If you mention "crypto lending" to an investor who survived 2022, you might see them wince. The scars from the collapses of BlockFi, Celsius, and Voyager are still fresh—billions of dollars evaporated not because Bitcoin failed, but because the centralized "black boxes" holding it were reckless.

The question lingering has been: Did we actually learn anything?

The data suggests we did. As of Q4 2024, the total crypto lending market has quietly recovered to $36 billion. But beneath that topline number, the structure of the market has fundamentally changed. Investors are no longer handing their keys to charismatic CEO’s at scale.

Bitcoin venture studio, Thesis, has put out an excellent 17-page report on the current state of Bitcoin lending.

The Great Migration: DeFi Eclipses CeFi

The most striking trend in the 2024 data is the flippening. No, not that stupid one from the ETHtards. Money is flowing into DeFi at a much higher rate than centralized lenders.

  • DeFi Boom: Decentralized lending has exploded nearly 1,000% from its bear market lows to reach $19 billion, surpassing its previous bull market peak.

  • TradFi is Limp: In contrast, the centralized sector sits at $11 billion, remaining 68% below its all-time high.

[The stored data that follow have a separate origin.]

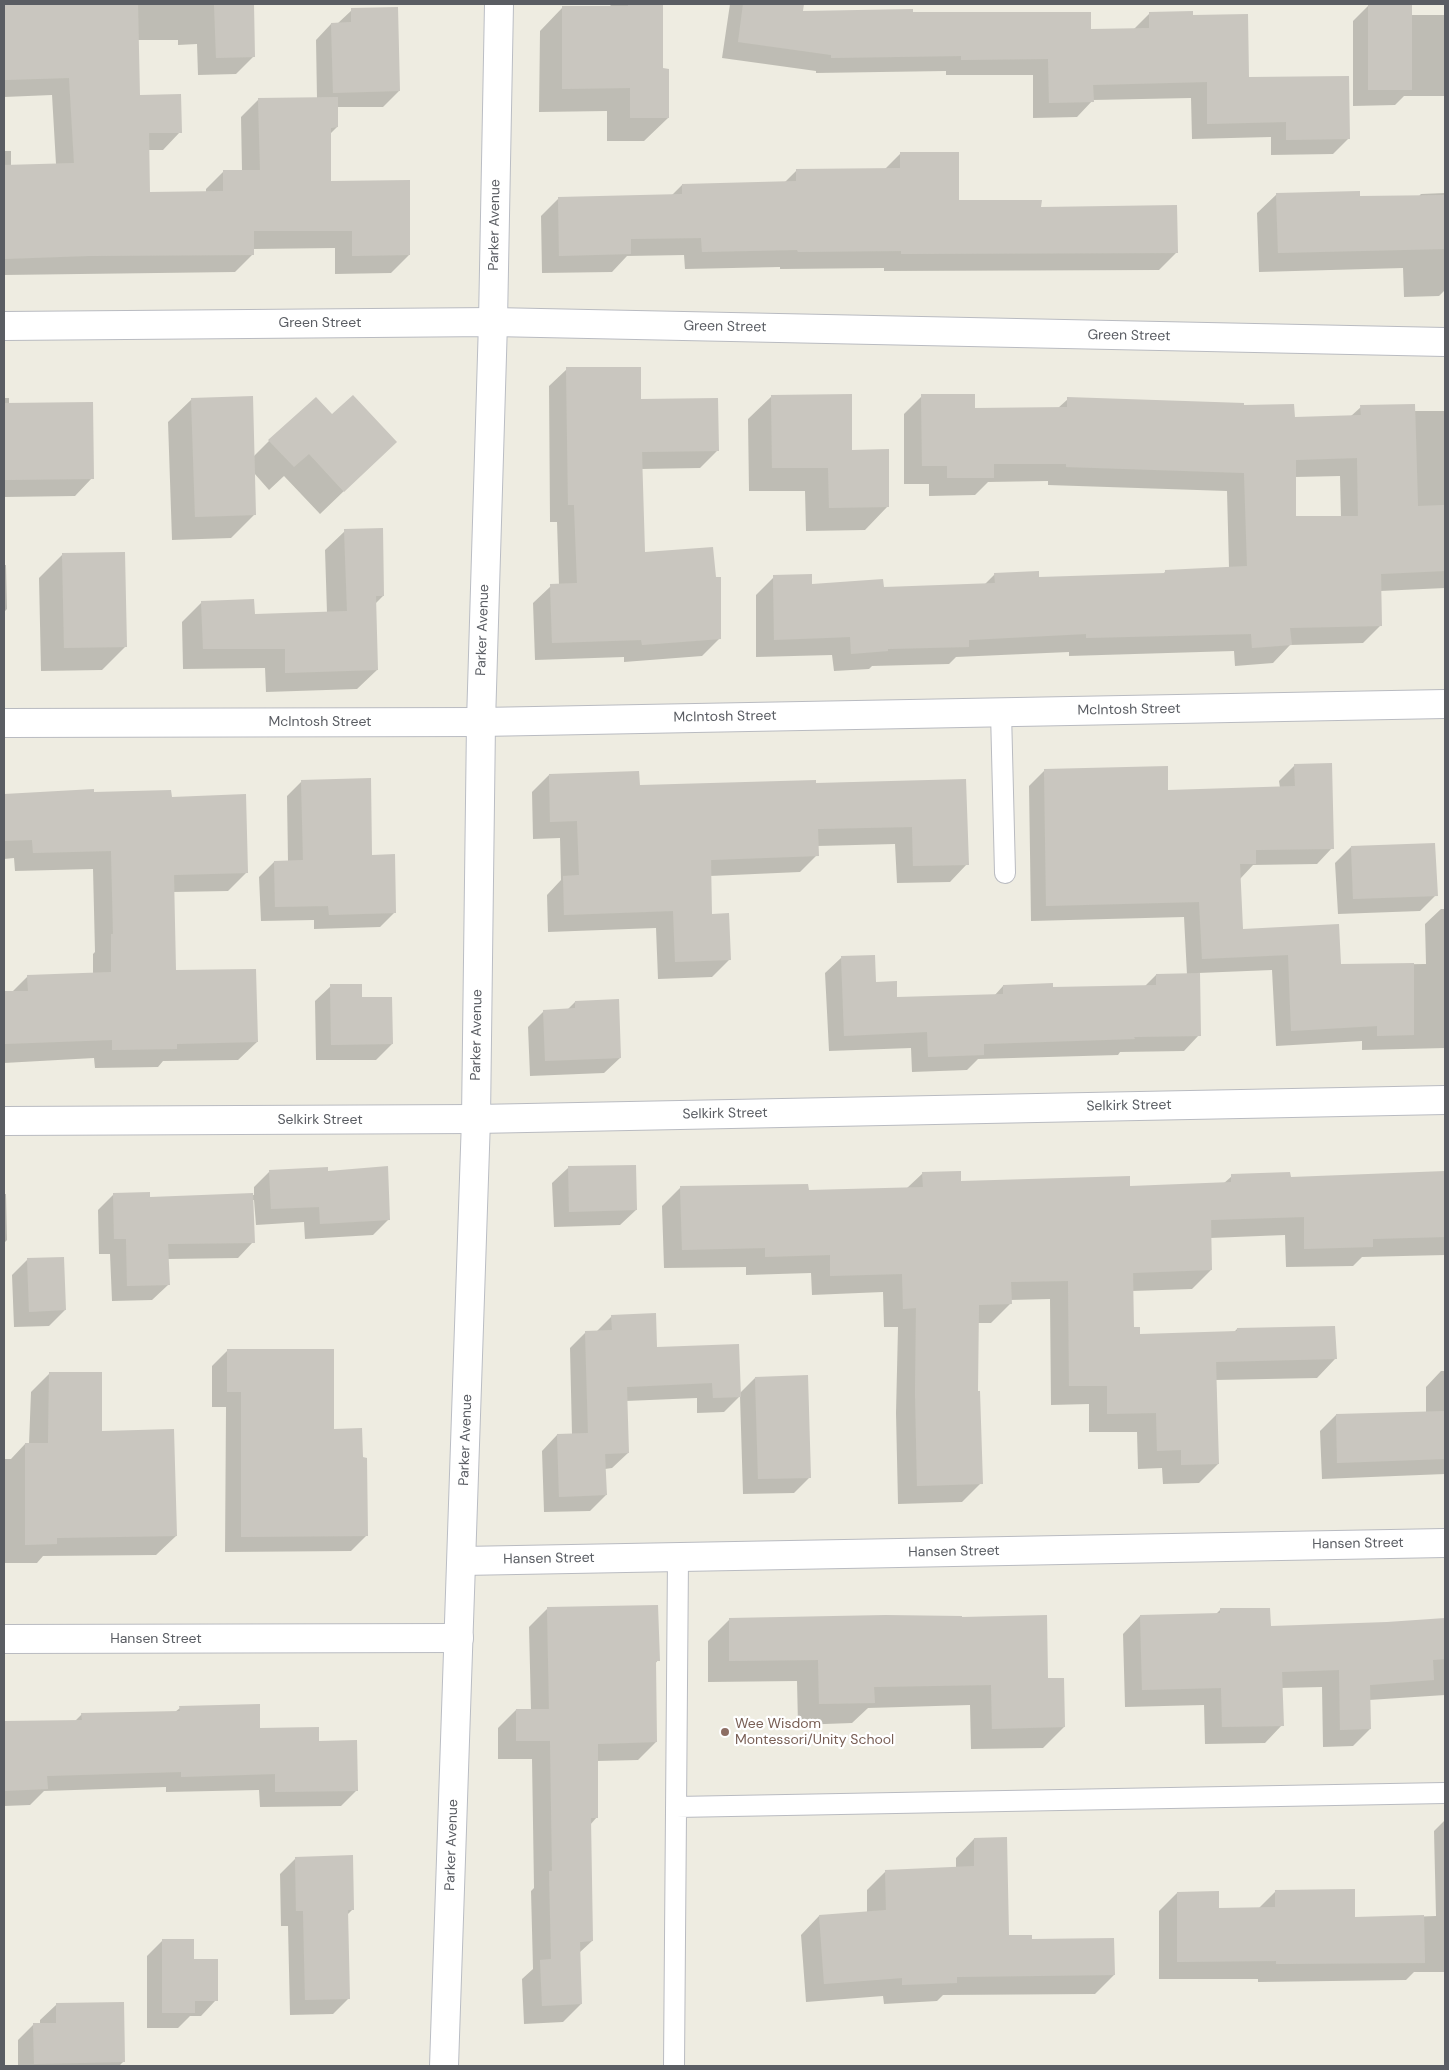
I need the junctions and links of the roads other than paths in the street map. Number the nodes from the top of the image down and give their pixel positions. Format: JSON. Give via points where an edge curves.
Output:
{"nodes":[{"id":1,"x":500,"y":4,"type":"edge"},
{"id":2,"x":493,"y":322,"type":"junction"},
{"id":3,"x":4,"y":326,"type":"edge"},
{"id":4,"x":1445,"y":342,"type":"edge"},
{"id":5,"x":1445,"y":704,"type":"edge"},
{"id":6,"x":1000,"y":712,"type":"junction"},
{"id":7,"x":4,"y":722,"type":"edge"},
{"id":8,"x":480,"y":722,"type":"junction"},
{"id":9,"x":1005,"y":873,"type":"dead end"},
{"id":10,"x":1445,"y":1100,"type":"edge"},
{"id":11,"x":476,"y":1119,"type":"junction"},
{"id":12,"x":4,"y":1121,"type":"edge"},
{"id":13,"x":1445,"y":1543,"type":"edge"},
{"id":14,"x":678,"y":1557,"type":"junction"},
{"id":15,"x":462,"y":1561,"type":"junction"},
{"id":16,"x":4,"y":1638,"type":"edge"},
{"id":17,"x":459,"y":1638,"type":"junction"},
{"id":18,"x":1445,"y":1793,"type":"edge"},
{"id":19,"x":676,"y":1807,"type":"junction"},
{"id":20,"x":444,"y":2066,"type":"edge"},
{"id":21,"x":674,"y":2066,"type":"edge"}],
"edges":[{"from":1,"to":2,"type":"street","name":"Parker Avenue"},
{"from":2,"to":3,"type":"street","name":"Green Street"},
{"from":2,"to":4,"type":"street","name":"Green Street"},
{"from":2,"to":8,"type":"street","name":"Parker Avenue"},
{"from":5,"to":6,"type":"street","name":"McIntosh Street"},
{"from":6,"to":8,"type":"street","name":"McIntosh Street"},
{"from":6,"to":9,"type":"lane"},
{"from":7,"to":8,"type":"street","name":"McIntosh Street"},
{"from":8,"to":11,"type":"street","name":"Parker Avenue"},
{"from":10,"to":11,"type":"street","name":"Selkirk Street"},
{"from":11,"to":12,"type":"street","name":"Selkirk Street"},
{"from":11,"to":15,"type":"street","name":"Parker Avenue"},
{"from":13,"to":14,"type":"street","name":"Hansen Street"},
{"from":14,"to":15,"type":"street","name":"Hansen Street"},
{"from":14,"to":19,"type":"lane"},
{"from":15,"to":17,"type":"street","name":"Parker Avenue"},
{"from":16,"to":17,"type":"street","name":"Hansen Street"},
{"from":17,"to":20,"type":"street","name":"Parker Avenue"},
{"from":18,"to":19,"type":"lane"},
{"from":19,"to":21,"type":"lane"}]}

The market is voting with its feet (and its capital), prioritizing the transparency of on-chain protocols where collateral can be audited in real-time, over the convenience of “trust me bro” models of yesteryear.

The Price of Money: A Massive Arbitrage Opportunity

For those willing to navigate the complexities of on-chain finance, there is currently a massive efficiency gap in the cost of capital. A distinct disconnect exists between on-chain and off-chain markets:

Chart credit: Thesis Bitcoin Lending Report

  • On-Chain (DeFi): Borrowing stablecoins against Bitcoin currently averages around 5-6%

  • Off-Chain (CeFi/OTC): Institutional desks and private credit markets are charging between 10% and 12% (sometimes higher)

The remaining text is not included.